- Exercise brief -
Ignoring the pictures, copy the data exactly.

[Data for review Boundary: Start]

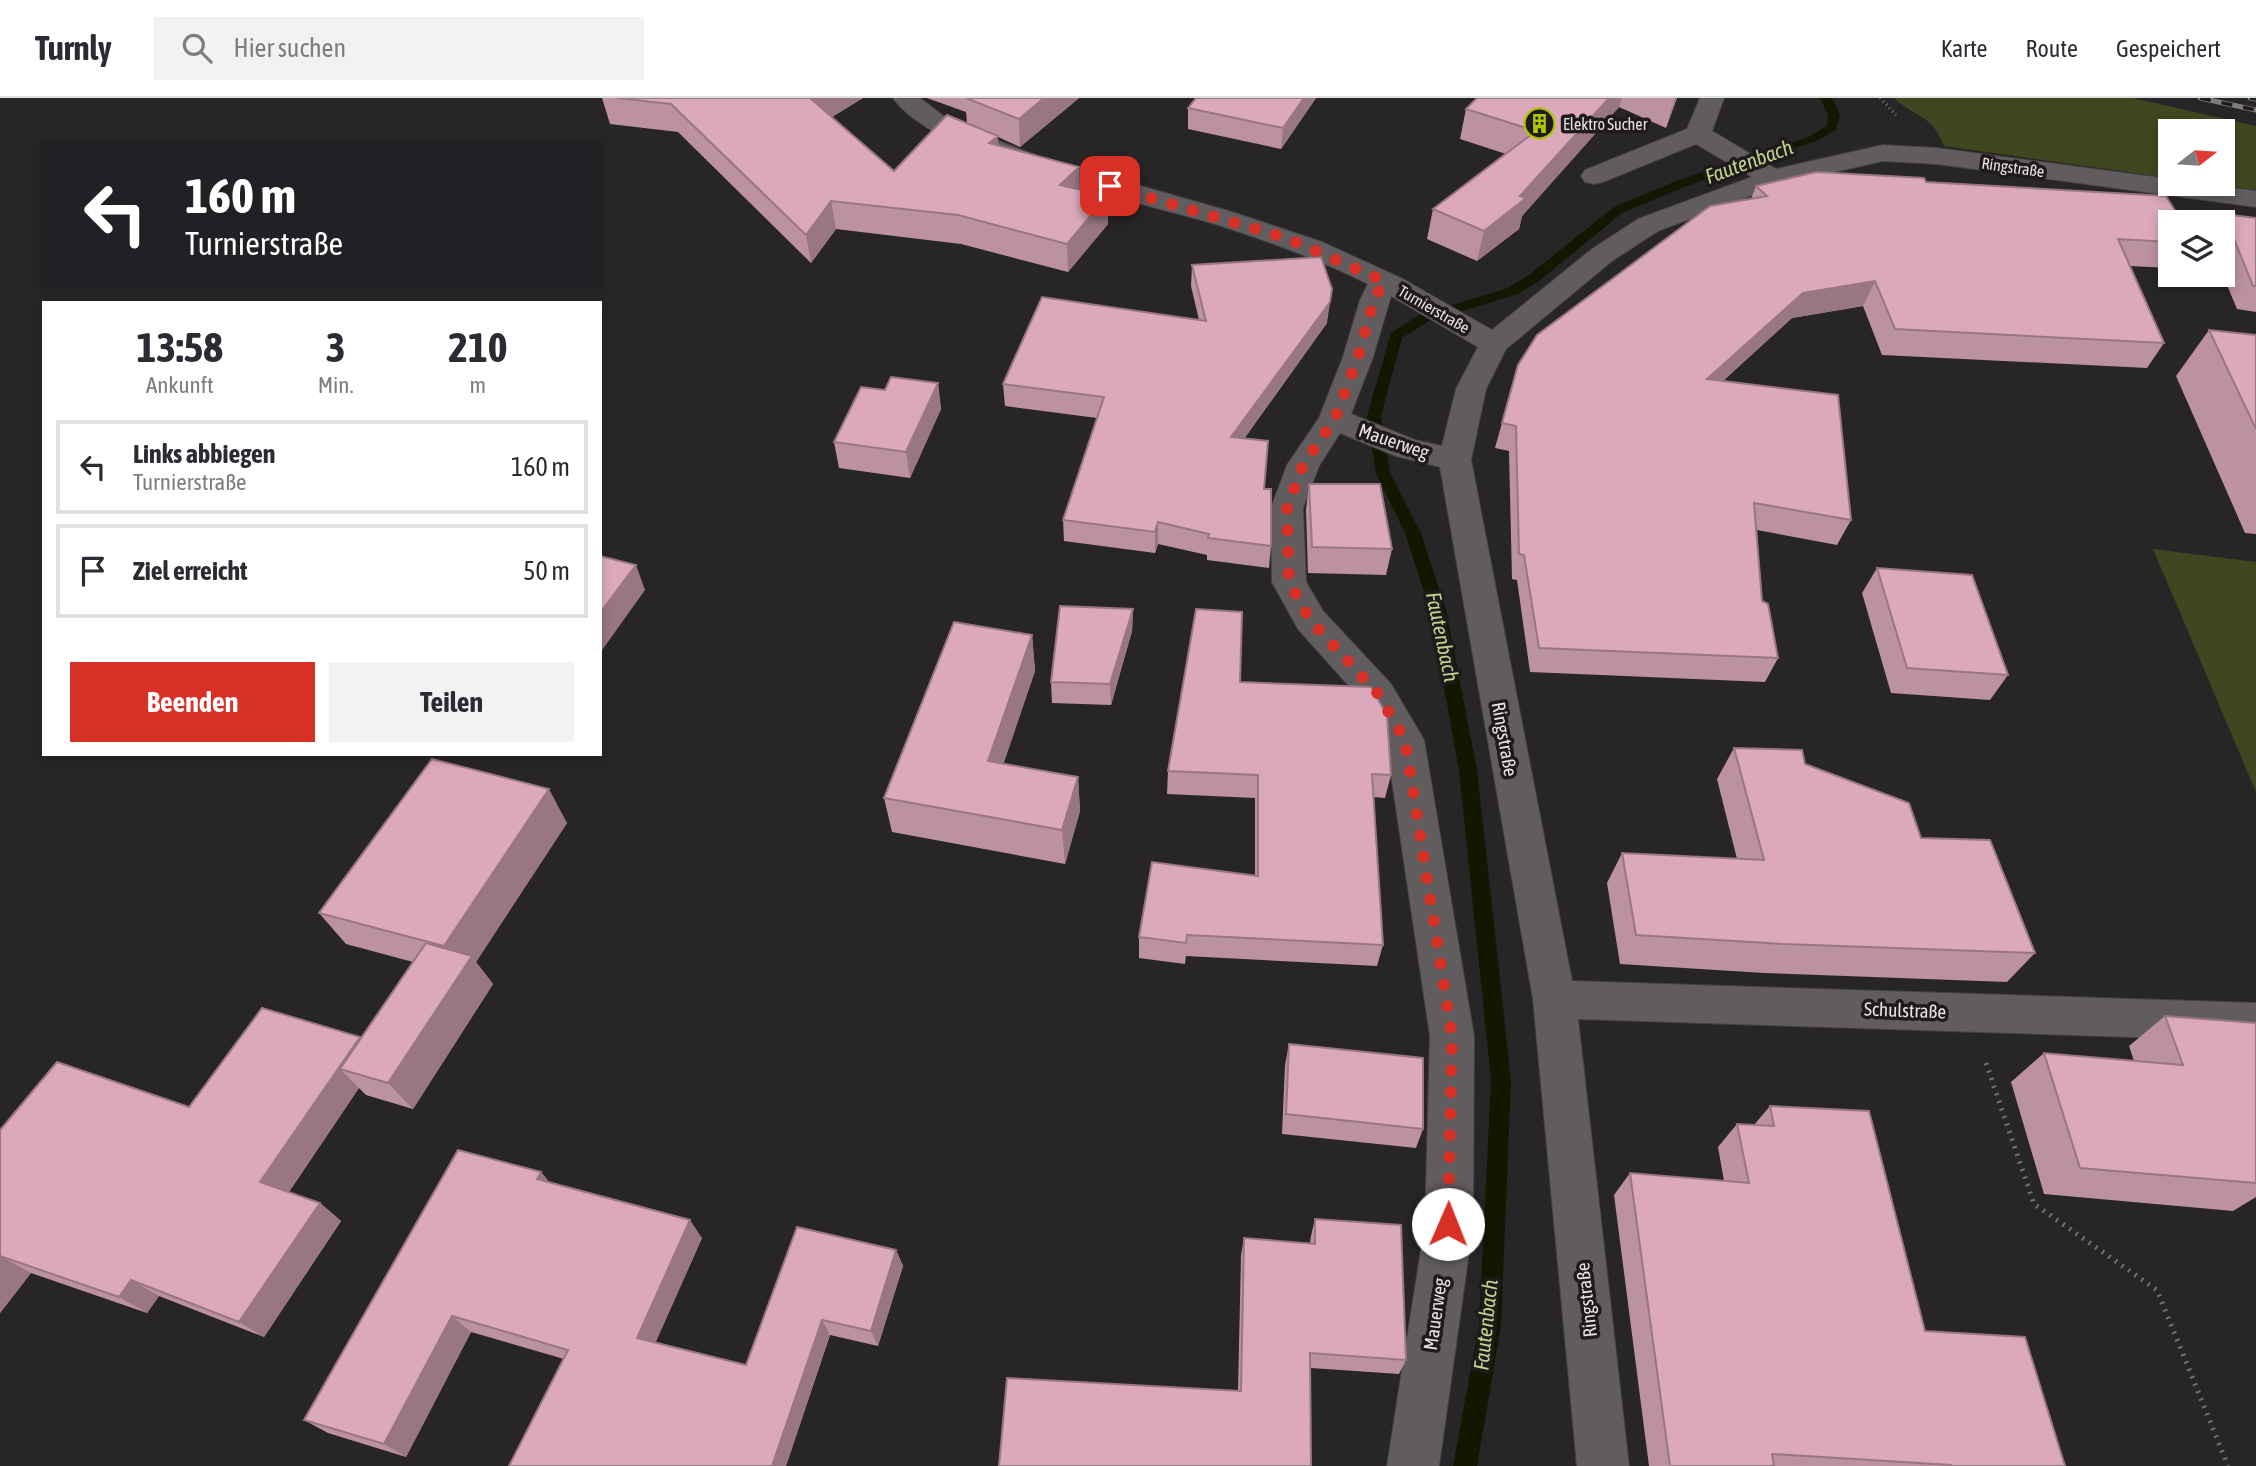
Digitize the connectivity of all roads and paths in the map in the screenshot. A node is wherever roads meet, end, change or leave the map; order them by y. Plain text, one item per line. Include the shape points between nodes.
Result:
1 (905, 98) edge
2 (1712, 98) edge
3 (1698, 134) junction
4 (1594, 176) dead end
5 (1773, 178) junction
6 (2256, 200) edge
7 (1384, 281) junction
8 (1482, 336) junction
9 (1349, 425) junction
10 (1455, 460) junction
11 (1554, 999) junction
12 (1969, 1012) junction
13 (2256, 1022) edge
14 (1413, 1466) edge
15 (1603, 1466) edge
16 (2228, 1466) edge

1 - 7 street, Turnierstraße via 943,126 993,149 1286,238
2 - 3 street
3 - 4 street
3 - 5 street
5 - 6 street, Ringstraße via 1883,153 1937,156
5 - 8 street, Ringstraße via 1648,225
7 - 8 street, Turnierstraße
7 - 9 street, Mauerweg via 1358,357
8 - 10 street, Ringstraße
9 - 10 street, Mauerweg via 1407,449
9 - 14 street, Mauerweg via 1303,465 1287,508 1289,582 1310,620 1378,694 1405,740 1452,1036 1448,1224
10 - 11 street, Ringstraße
11 - 12 street, Schulstraße
11 - 15 street, Ringstraße
12 - 13 street, Schulstraße
12 - 16 path via 2034,1203 2157,1290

[Data for review Boundary: End]

- Written response -
Digitize the connectivity of all roads and paths in the map in the screenshot. A node is wherever roads meet, end, change or leave the map; order them by y. Plain text, one item per line. Include the shape points between nodes.
Result:
1 (905, 98) edge
2 (1712, 98) edge
3 (1698, 134) junction
4 (1594, 176) dead end
5 (1773, 178) junction
6 (2256, 200) edge
7 (1384, 281) junction
8 (1482, 336) junction
9 (1349, 425) junction
10 (1455, 460) junction
11 (1554, 999) junction
12 (1969, 1012) junction
13 (2256, 1022) edge
14 (1413, 1466) edge
15 (1603, 1466) edge
16 (2228, 1466) edge

1 - 7 street, Turnierstraße via 943,126 993,149 1286,238
2 - 3 street
3 - 4 street
3 - 5 street
5 - 6 street, Ringstraße via 1883,153 1937,156
5 - 8 street, Ringstraße via 1648,225
7 - 8 street, Turnierstraße
7 - 9 street, Mauerweg via 1358,357
8 - 10 street, Ringstraße
9 - 10 street, Mauerweg via 1407,449
9 - 14 street, Mauerweg via 1303,465 1287,508 1289,582 1310,620 1378,694 1405,740 1452,1036 1448,1224
10 - 11 street, Ringstraße
11 - 12 street, Schulstraße
11 - 15 street, Ringstraße
12 - 13 street, Schulstraße
12 - 16 path via 2034,1203 2157,1290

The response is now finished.